En este texto, leyendo entre líneas a ciertos autores y opinólogos que han saltado recientemente a la palestra con relación al episodio Cuadra en la UDP, sostengo que Kant, la ética kantiana, ofrecen la clave para entender, en sus luces y sombras el proceso de la transición a la democracia en Chile y el «oportunismo» a él asociado. Esa es la hipótesis, que aquí quiero explorar.



El texto clave es el artículo «Respuesta a la pregunta ¿qué es la Ilustración?» publicado por Kant en 1784. Allí, en lo fundamental y mediante una terminología algo enigmática, Kant distingue entre un uso «público» y un uso «privado» de la Razón. «Llamo uso privado al empleo de la razón que se le permite al hombre dentro de un puesto civil o de una función que se le confía», escribe. Y proporciona ejemplos: un soldado que obedece órdenes, un ciudadano que paga sus impuestos, un sacerdote que cumple sus funciones cultuales.



Ahora bien (aquí está el enigma): ¿no es este uso instrumental de la razón su uso público? ¿Acaso hay otro? Porque nos podemos imaginar a un soldado que obedece a regañadientes, a un ciudadano que paga sus impuestos de la misma manera, a un sacerdote descreído en su fuero interno, pero no entendemos de buenas a primeras porqué esta actitud de descontento, tan eminentemente privada, habría de ser calificada de «pública».

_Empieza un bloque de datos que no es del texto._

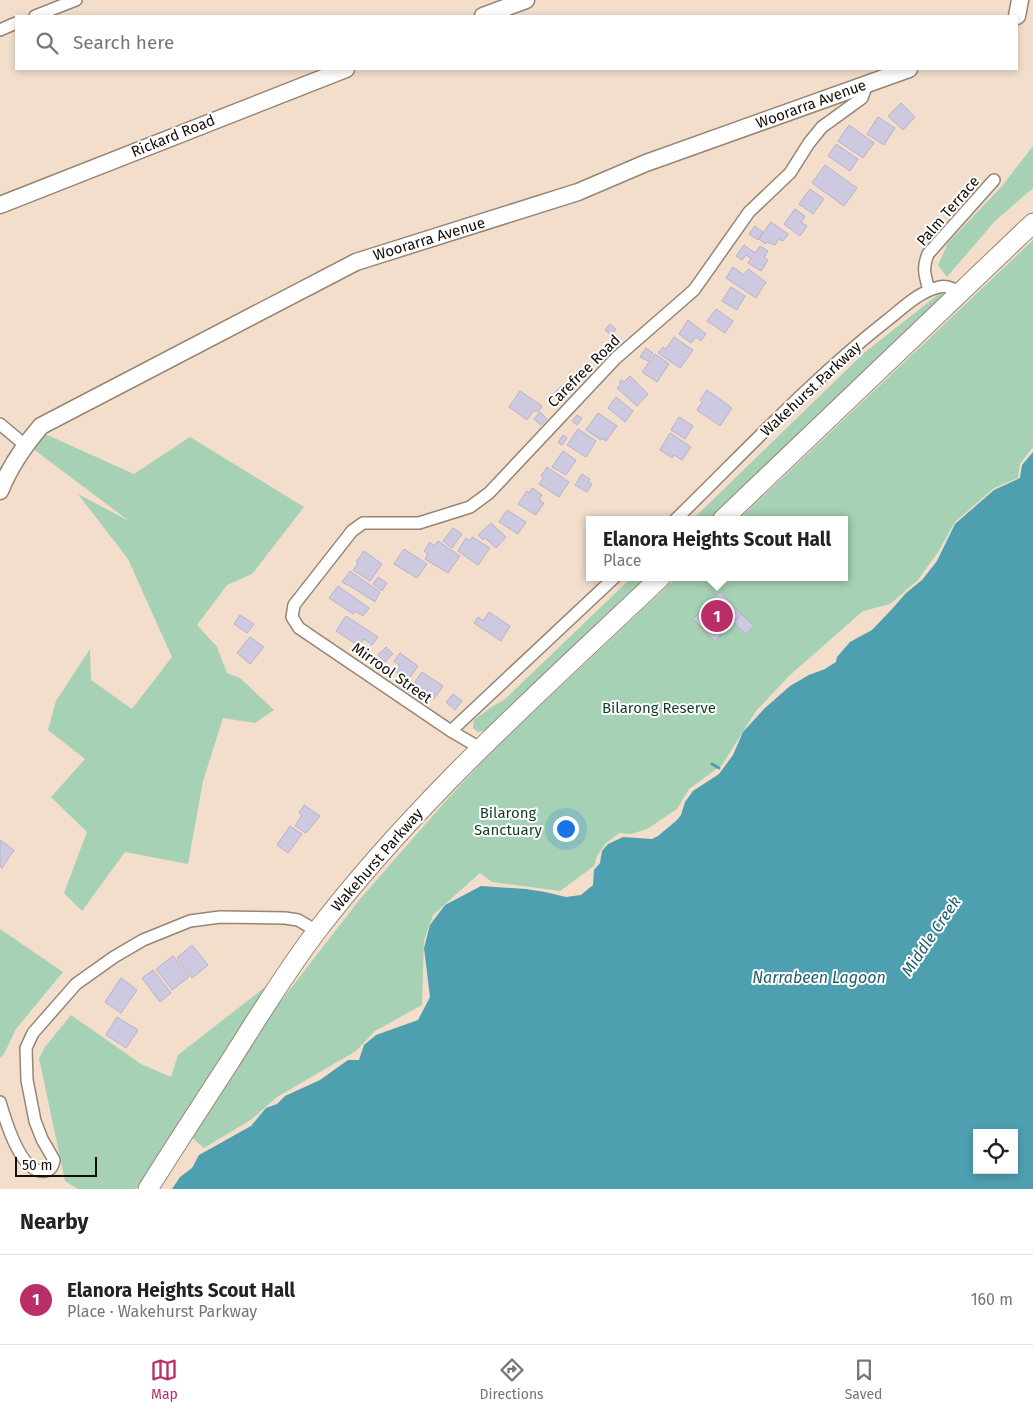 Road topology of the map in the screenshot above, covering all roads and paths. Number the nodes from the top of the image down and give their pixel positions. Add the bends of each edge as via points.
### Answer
1 (76, 0) edge
2 (526, 0) edge
3 (1020, 0) edge
4 (38, 15) edge
5 (487, 15) edge
6 (1017, 15) edge
7 (15, 23) edge
8 (0, 30) edge
9 (343, 70) edge
10 (906, 70) edge
11 (867, 84) junction
12 (994, 180) dead end
13 (0, 205) edge
14 (1033, 223) edge
15 (929, 290) junction
16 (960, 293) junction
17 (0, 424) edge
18 (25, 445) junction
19 (0, 491) edge
20 (680, 516) edge
21 (726, 516) edge
22 (611, 581) edge
23 (657, 581) edge
24 (292, 617) joint
25 (450, 731) junction
26 (480, 748) junction
27 (317, 931) junction
28 (0, 1102) edge
29 (148, 1189) edge

1 - 4 street
2 - 5 street
3 - 6 street
7 - 8 street
9 - 13 street, Rickard Road
10 - 11 street, Woorarra Avenue
11 - 18 street, Woorarra Avenue via 646,163 578,192 356,262 41,426
11 - 24 street, Carefree Road via 862,98 822,127 790,173 749,212 694,290 616,358 489,493 470,507 419,523 363,523 352,531 294,605
12 - 15 street, Palm Terrace via 928,254 924,273
14 - 16 main road
15 - 16 street, Wakehurst Parkway via 947,286
15 - 20 street, Wakehurst Parkway via 901,309 822,376
16 - 21 main road
17 - 18 street
18 - 19 street, Woorarra Avenue via 8,471
22 - 25 street
23 - 26 main road, Wakehurst Parkway
24 - 25 street, Mirrool Street via 299,628
25 - 26 street, Mirrool Street
26 - 27 main road, Wakehurst Parkway via 377,858
27 - 28 street via 298,920 285,918 220,917 190,921 143,940 76,984 32,1033 26,1048 27,1080 35,1121 54,1160 48,1170 40,1172 20,1155 8,1131
27 - 29 main road, Wakehurst Parkway via 288,970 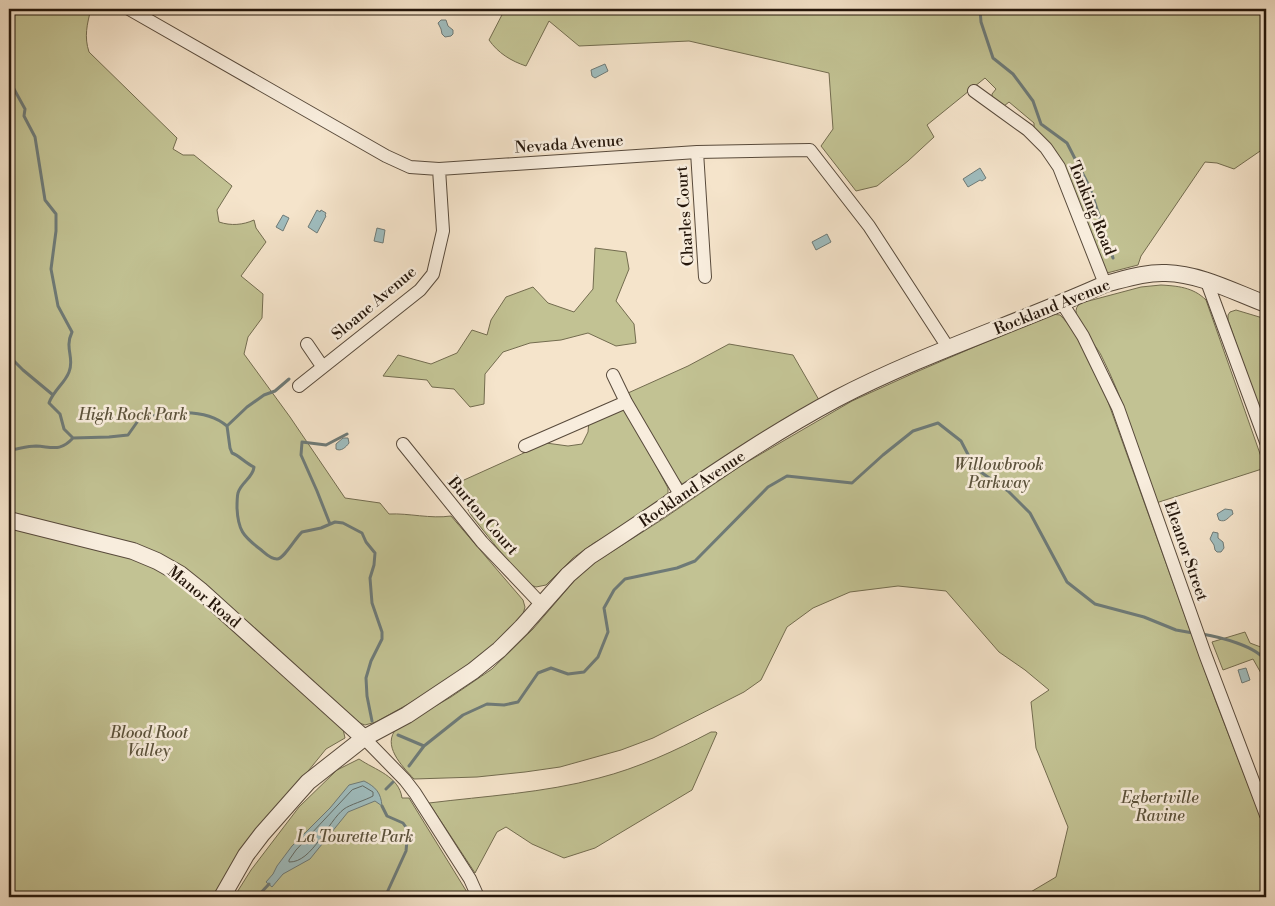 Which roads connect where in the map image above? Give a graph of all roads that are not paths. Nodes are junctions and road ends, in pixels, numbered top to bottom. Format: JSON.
{"nodes":[{"id":1,"x":129,"y":9,"type":"edge"},
{"id":2,"x":974,"y":91,"type":"dead end"},
{"id":3,"x":697,"y":152,"type":"junction"},
{"id":4,"x":439,"y":169,"type":"junction"},
{"id":5,"x":705,"y":277,"type":"dead end"},
{"id":6,"x":1207,"y":282,"type":"junction"},
{"id":7,"x":1105,"y":284,"type":"junction"},
{"id":8,"x":1062,"y":303,"type":"junction"},
{"id":9,"x":1266,"y":304,"type":"edge"},
{"id":10,"x":307,"y":344,"type":"dead end"},
{"id":11,"x":949,"y":349,"type":"junction"},
{"id":12,"x":322,"y":366,"type":"junction"},
{"id":13,"x":613,"y":375,"type":"dead end"},
{"id":14,"x":299,"y":386,"type":"dead end"},
{"id":15,"x":626,"y":402,"type":"junction"},
{"id":16,"x":1266,"y":442,"type":"edge"},
{"id":17,"x":403,"y":444,"type":"dead end"},
{"id":18,"x":525,"y":446,"type":"dead end"},
{"id":19,"x":681,"y":496,"type":"junction"},
{"id":20,"x":9,"y":520,"type":"edge"},
{"id":21,"x":542,"y":605,"type":"junction"},
{"id":22,"x":364,"y":738,"type":"junction"},
{"id":23,"x":1266,"y":815,"type":"edge"},
{"id":24,"x":222,"y":897,"type":"edge"},
{"id":25,"x":478,"y":897,"type":"edge"}],
"edges":[{"from":1,"to":4,"type":"street","name":"Nevada Avenue"},
{"from":2,"to":7,"type":"street","name":"Tonking Road"},
{"from":3,"to":4,"type":"street","name":"Nevada Avenue"},
{"from":3,"to":5,"type":"street","name":"Charles Court"},
{"from":3,"to":11,"type":"street","name":"Nevada Avenue"},
{"from":4,"to":12,"type":"street","name":"Sloane Avenue"},
{"from":6,"to":7,"type":"street","name":"Rockland Avenue"},
{"from":6,"to":9,"type":"street","name":"Rockland Avenue"},
{"from":6,"to":16,"type":"street"},
{"from":7,"to":8,"type":"street","name":"Rockland Avenue"},
{"from":8,"to":11,"type":"street","name":"Rockland Avenue"},
{"from":8,"to":23,"type":"street","name":"Eleanor Street"},
{"from":10,"to":12,"type":"street"},
{"from":11,"to":19,"type":"street","name":"Rockland Avenue"},
{"from":12,"to":14,"type":"street","name":"Sloane Avenue"},
{"from":13,"to":15,"type":"street"},
{"from":15,"to":18,"type":"street"},
{"from":15,"to":19,"type":"street"},
{"from":17,"to":21,"type":"street","name":"Burton Court"},
{"from":19,"to":21,"type":"street","name":"Rockland Avenue"},
{"from":20,"to":22,"type":"street","name":"Manor Road"},
{"from":21,"to":22,"type":"street","name":"Rockland Avenue"},
{"from":22,"to":24,"type":"street","name":"Rockland Avenue"},
{"from":22,"to":25,"type":"street"}]}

La respuesta al enigma es la Ilustración, como Kant la entiende: la posibilidad de ex-poner lo que estaba confinado al fuero interno en el foro público, en «el mundo de lectores». La posibilidad de hacer público aquello del fuero íntimo que excede la instrumentalidad (una suerte de protesta de la intimidad reprimida por las obligaciones del funcionario) está dada por la existencia de este mundo de lectores: de aquéllos que por primera vez disfrutan de libertad de prensa, de imprenta, de cátedra. Dicho de otra manera, se trata de dos usos públicos, el primero instrumental, atado a las obligaciones impuestas por la comunidad, el estado y, agregaríamos, la constricción natural a la que está sometido el ser humano en un mundo en principio hostil (este es el más remoto origen de la racionalidad instrumental); el segundo, plenamente autónomo.



Lo que Kant llama «uso privado de la razón» está condicionado a las restricciones del comportamiento instrumental; el uso público, en cambio, es incondicionado, y en tal medida, coincide con el comportamiento ético. Por cierto, se podría pensar que con esta distinción Kant no ha hecho más que legitimar la hipocresía, el comportamiento doble y oportunista: en ciertos ámbitos, donde me siento protegido, actúo como «docto», libre de ataduras; en otros, me comporto como el súbdito que soy.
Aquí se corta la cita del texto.